Fairness and flexibility are the keys to ensure equal justice for everyone, U.S. Attorney for the District of Columbia Ronald C. Machen Jr. today said in a speech at the University of the District of Columbia.
Machen spoke at the David A. Clarke School of Law spring symposium about past and present drug policies.
“We must have laws that are predictable, fair and do not create unwarranted racial disparities,” Machen said.
The Fair Sentencing Act was a step in the right direction to eliminate racial disparities in crack cocaine sentencing in particular, Machen said. Anti-drugs laws passed in 1986 and 1988 created an “unwarranted disparity in the laws applying to crack cocaine and powder,” he said. Machen cited a study that showed that, in 2006, 82% of individuals convicted of federal crack cocaine offenses were black and 9% were white. That same year, federal powder cocaine offenders were 14% white and 27% black.
Treatment and drug courts should also be considered as alternatives to prison, Machen said. He said the success of The Superior Court Drug Intervention Program, which includes supervision, drug testing, treatment services and immediate sanctions and incentives for offenders, proves that prison isn’t the best solution for all offenders.
“Public safety will require incarceration at times. If you commit an act of violence against another person, even if you have a drug addiction, there needs to be accountability. Actions have to have consequences. You have to have a system that makes people accountable. But for all of our successes in law enforcement – and we’ve had many over the last few years – we all know that incarceration alone cannot be the answer. We know that we can’t arrest enough people or build enough prisons to solve this problem,” Machen said.
Prosecutors should be given more flexibility when making decisions about charging and sentencing, Machen said. He said his office has embraced a principle Attorney General Eric Holder asserted to U.S. attorneys’ offices around the country.
“Attorney General Holder explained that the reasoned exercise of prosecutorial discretion is essential to the fair, effective, even-handed administration of federal criminal laws.
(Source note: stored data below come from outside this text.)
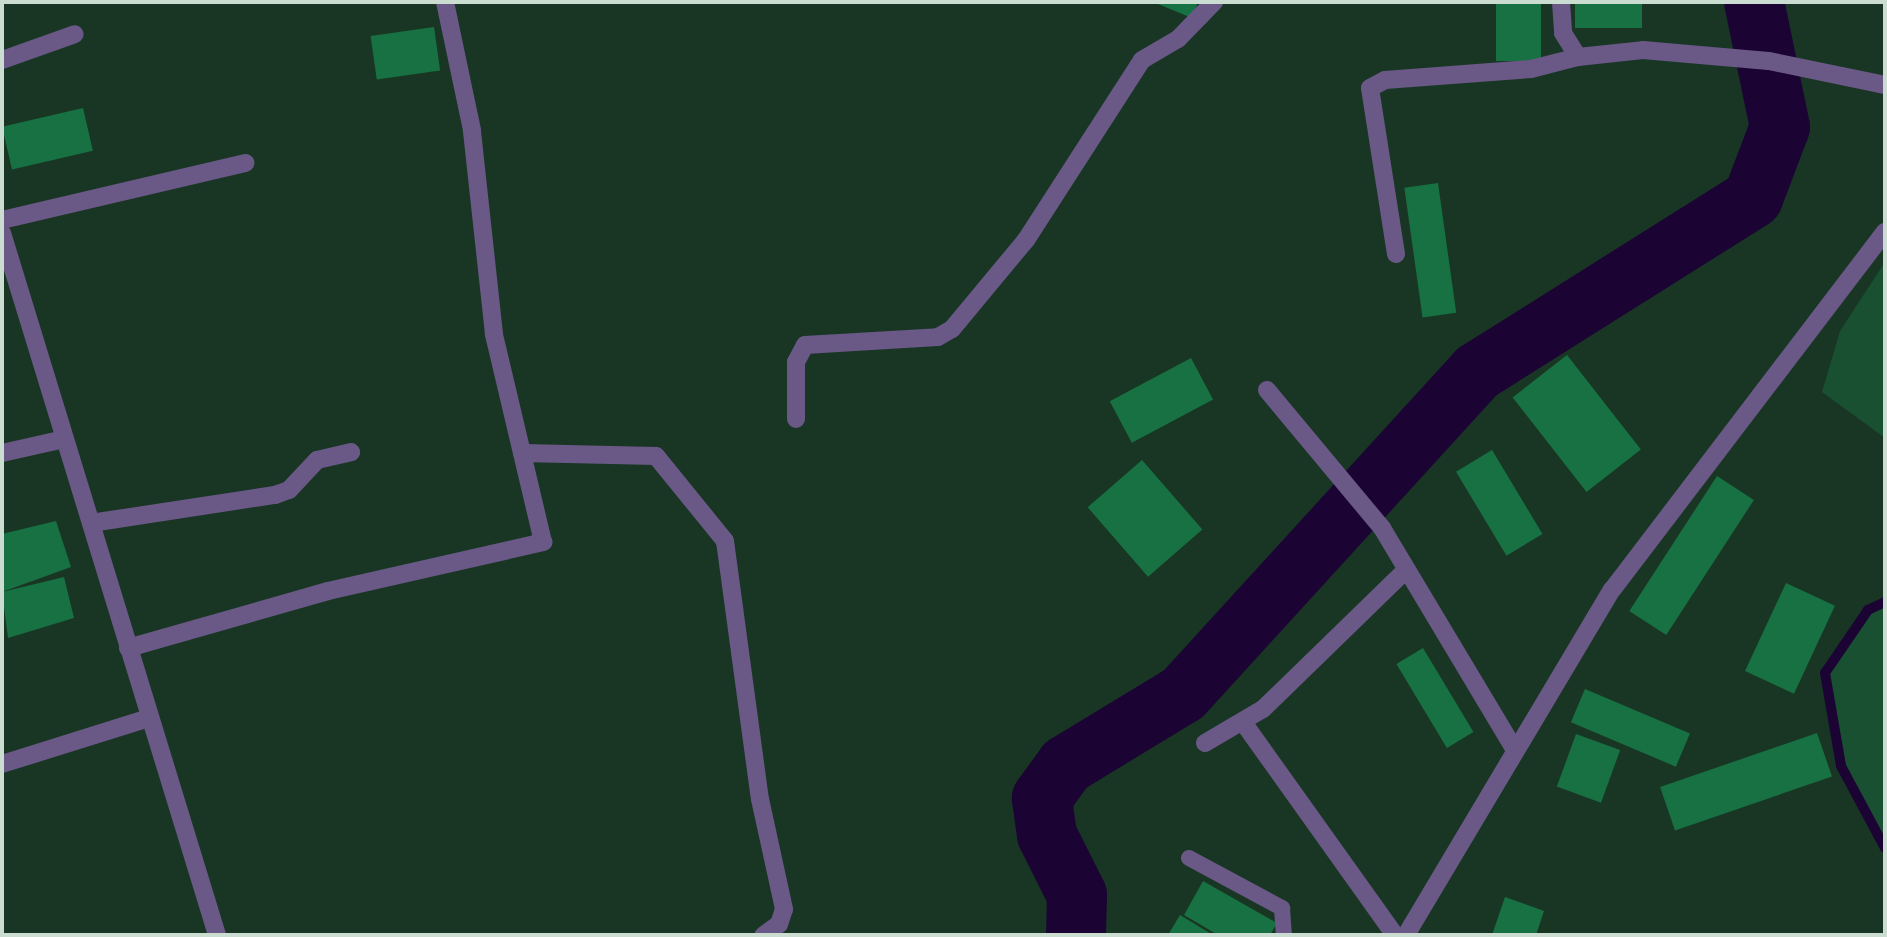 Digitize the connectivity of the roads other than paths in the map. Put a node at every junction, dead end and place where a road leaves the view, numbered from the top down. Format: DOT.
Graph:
graph roads {
  1 [pos="445,2"];
  2 [pos="1214,2"];
  3 [pos="1561,2"];
  4 [pos="75,34"];
  5 [pos="1578,57"];
  6 [pos="2,60"];
  7 [pos="1885,85"];
  8 [pos="245,163"];
  9 [pos="2,220"];
  10 [pos="1885,232"];
  11 [pos="2,233"];
  12 [pos="1396,254"];
  13 [pos="1267,390"];
  14 [pos="796,419"];
  15 [pos="64,439"];
  16 [pos="351,452"];
  17 [pos="2,453"];
  18 [pos="522,453"];
  19 [pos="91,523"];
  20 [pos="1404,572"];
  21 [pos="128,648"];
  22 [pos="146,719"];
  23 [pos="1245,725"];
  24 [pos="1205,743"];
  25 [pos="1515,750"];
  26 [pos="2,764"];
  27 [pos="1189,859"];
  28 [pos="217,935"];
  29 [pos="764,935"];
  30 [pos="1284,935"];
  31 [pos="1395,935"];
  32 [pos="1406,935"];
  1 -- 18 [label="street"];
  2 -- 14 [label="street"];
  3 -- 5 [label="street"];
  4 -- 6 [label="street"];
  5 -- 7 [label="street"];
  5 -- 12 [label="street"];
  8 -- 9 [label="street"];
  10 -- 25 [label="street"];
  11 -- 15 [label="street"];
  13 -- 20 [label="street"];
  15 -- 17 [label="street"];
  15 -- 19 [label="street"];
  16 -- 19 [label="street"];
  18 -- 21 [label="street"];
  18 -- 29 [label="street"];
  19 -- 21 [label="street"];
  20 -- 23 [label="street"];
  20 -- 25 [label="street"];
  21 -- 22 [label="street"];
  22 -- 26 [label="street"];
  22 -- 28 [label="street"];
  23 -- 24 [label="street"];
  23 -- 31 [label="street"];
  25 -- 32 [label="street"];
  27 -- 30 [label="lane"];
}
I share the Attorney General’s view. Equal justice demands individualized justice at every stage of the process,” Machen said.
He added that close monitoring and consistent training will help prevent prosecutors from allowing prejudices or biases to influence their decision making.
“Despite the risks, I believe that a healthy dose of prosecutorial discretion is essential to the fair operation of the criminal justice system. We simply cannot write rules that are complicated or nuanced enough to address the infinite variety of facts and circumstances presented by each defendant in each criminal case. The traditional criminal justice model is not enough. We must be innovative and aggressive in creating prevention strategies to address our needs,” Machen said.